# PROBLEM
The records below must be written out exactly, with every picture left behind.
====== DATA FOR ANALYSIS ======
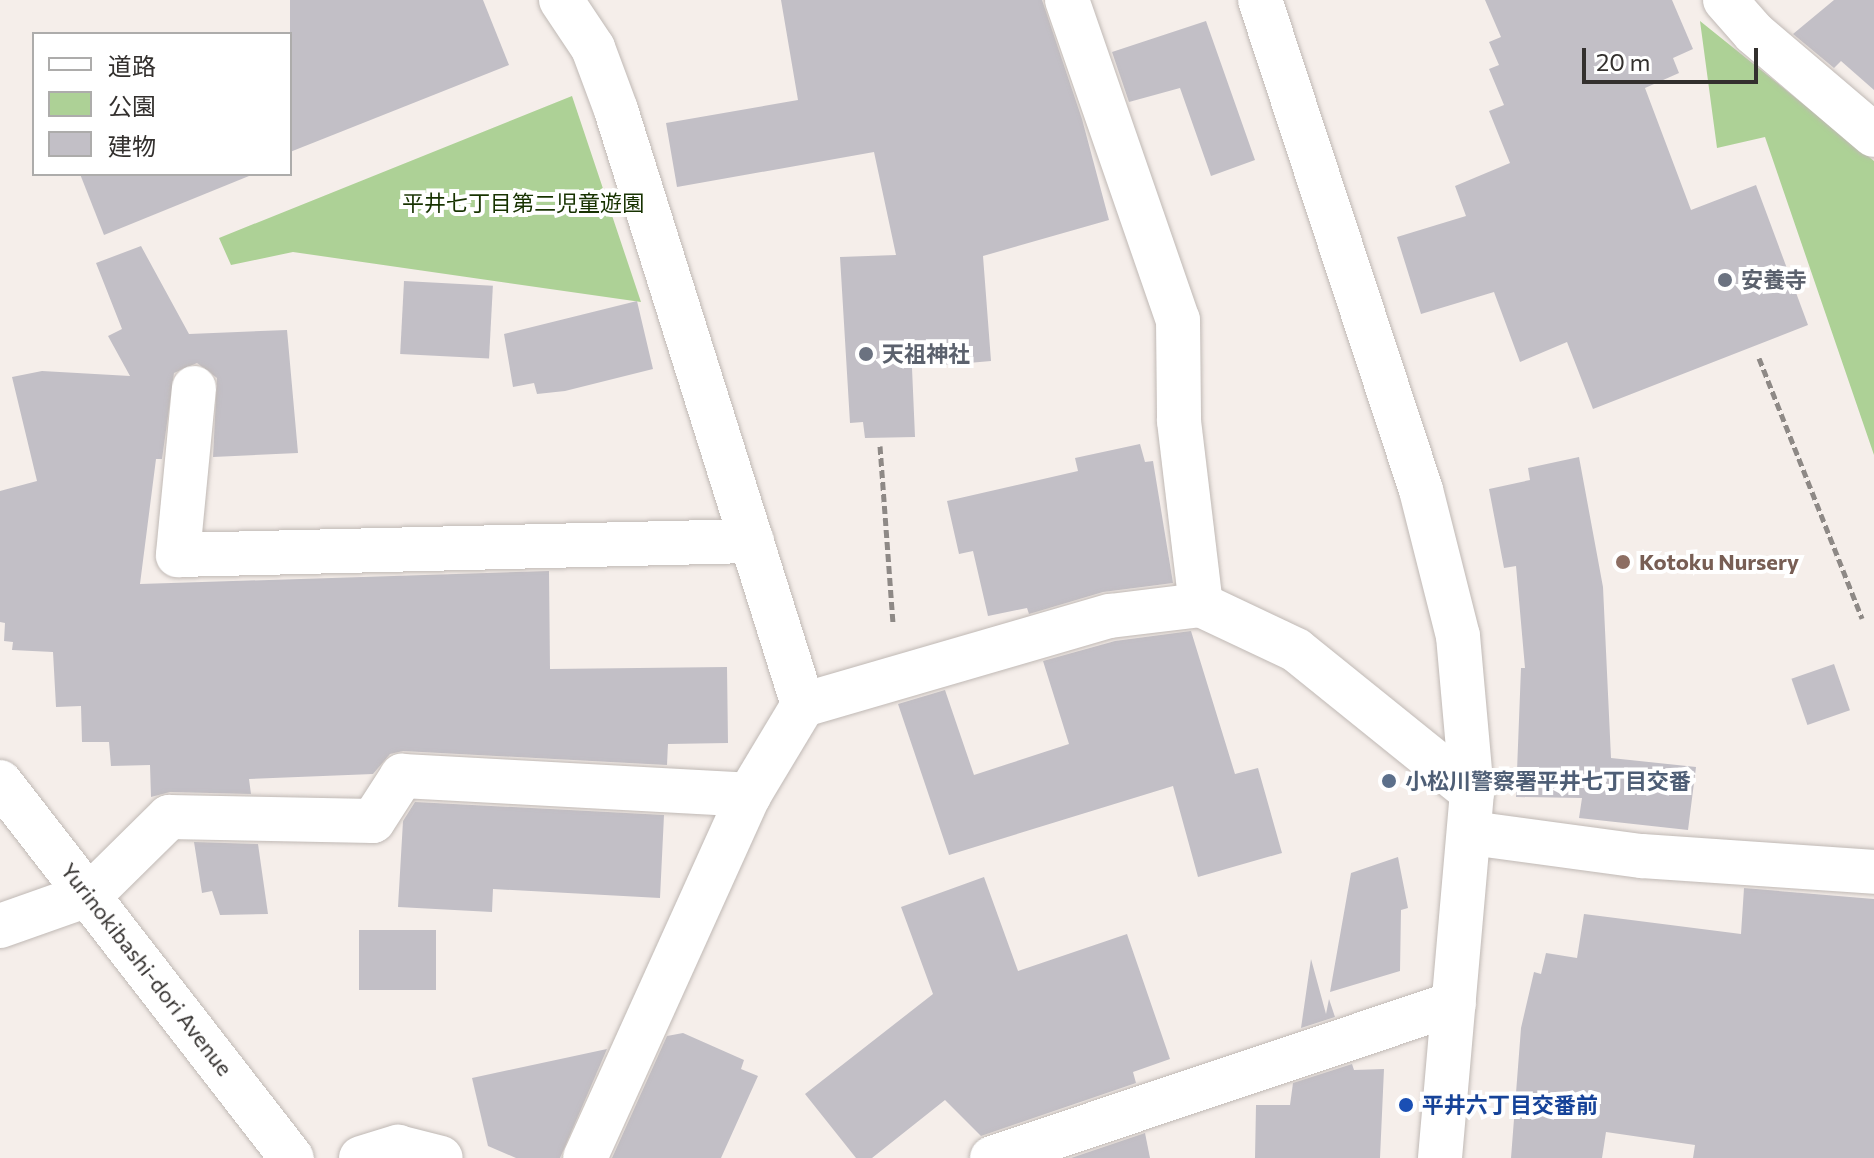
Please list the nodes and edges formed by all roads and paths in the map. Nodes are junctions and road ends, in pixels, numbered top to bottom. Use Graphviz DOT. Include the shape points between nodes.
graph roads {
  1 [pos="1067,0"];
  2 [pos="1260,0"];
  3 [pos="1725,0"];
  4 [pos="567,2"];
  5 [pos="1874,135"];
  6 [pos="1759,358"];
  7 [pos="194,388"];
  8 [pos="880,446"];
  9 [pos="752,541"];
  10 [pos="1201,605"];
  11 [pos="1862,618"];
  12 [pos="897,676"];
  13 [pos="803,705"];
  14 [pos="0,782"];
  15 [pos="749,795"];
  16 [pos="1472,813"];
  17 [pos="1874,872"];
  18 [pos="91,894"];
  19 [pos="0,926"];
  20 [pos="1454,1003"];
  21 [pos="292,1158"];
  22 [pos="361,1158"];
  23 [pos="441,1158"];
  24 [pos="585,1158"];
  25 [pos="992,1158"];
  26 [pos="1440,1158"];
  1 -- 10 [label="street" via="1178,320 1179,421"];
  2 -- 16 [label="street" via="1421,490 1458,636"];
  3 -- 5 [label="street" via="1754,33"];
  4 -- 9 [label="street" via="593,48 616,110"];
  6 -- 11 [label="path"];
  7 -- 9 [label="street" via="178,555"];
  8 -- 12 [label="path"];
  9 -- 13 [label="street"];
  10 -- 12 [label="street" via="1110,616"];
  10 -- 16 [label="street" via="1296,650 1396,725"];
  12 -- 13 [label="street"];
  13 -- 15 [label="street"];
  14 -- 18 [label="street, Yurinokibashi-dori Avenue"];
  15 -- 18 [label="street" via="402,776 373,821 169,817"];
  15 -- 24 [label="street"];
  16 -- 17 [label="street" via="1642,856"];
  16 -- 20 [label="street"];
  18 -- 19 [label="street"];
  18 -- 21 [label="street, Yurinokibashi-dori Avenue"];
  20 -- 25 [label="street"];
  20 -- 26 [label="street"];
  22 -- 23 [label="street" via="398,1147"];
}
======
# EXERCISE RESPONSE
Please list the nodes and edges formed by all roads and paths in the map. Nodes are junctions and road ends, in pixels, numbered top to bottom. Use Graphviz DOT. Include the shape points between nodes.
graph roads {
  1 [pos="1067,0"];
  2 [pos="1260,0"];
  3 [pos="1725,0"];
  4 [pos="567,2"];
  5 [pos="1874,135"];
  6 [pos="1759,358"];
  7 [pos="194,388"];
  8 [pos="880,446"];
  9 [pos="752,541"];
  10 [pos="1201,605"];
  11 [pos="1862,618"];
  12 [pos="897,676"];
  13 [pos="803,705"];
  14 [pos="0,782"];
  15 [pos="749,795"];
  16 [pos="1472,813"];
  17 [pos="1874,872"];
  18 [pos="91,894"];
  19 [pos="0,926"];
  20 [pos="1454,1003"];
  21 [pos="292,1158"];
  22 [pos="361,1158"];
  23 [pos="441,1158"];
  24 [pos="585,1158"];
  25 [pos="992,1158"];
  26 [pos="1440,1158"];
  1 -- 10 [label="street" via="1178,320 1179,421"];
  2 -- 16 [label="street" via="1421,490 1458,636"];
  3 -- 5 [label="street" via="1754,33"];
  4 -- 9 [label="street" via="593,48 616,110"];
  6 -- 11 [label="path"];
  7 -- 9 [label="street" via="178,555"];
  8 -- 12 [label="path"];
  9 -- 13 [label="street"];
  10 -- 12 [label="street" via="1110,616"];
  10 -- 16 [label="street" via="1296,650 1396,725"];
  12 -- 13 [label="street"];
  13 -- 15 [label="street"];
  14 -- 18 [label="street, Yurinokibashi-dori Avenue"];
  15 -- 18 [label="street" via="402,776 373,821 169,817"];
  15 -- 24 [label="street"];
  16 -- 17 [label="street" via="1642,856"];
  16 -- 20 [label="street"];
  18 -- 19 [label="street"];
  18 -- 21 [label="street, Yurinokibashi-dori Avenue"];
  20 -- 25 [label="street"];
  20 -- 26 [label="street"];
  22 -- 23 [label="street" via="398,1147"];
}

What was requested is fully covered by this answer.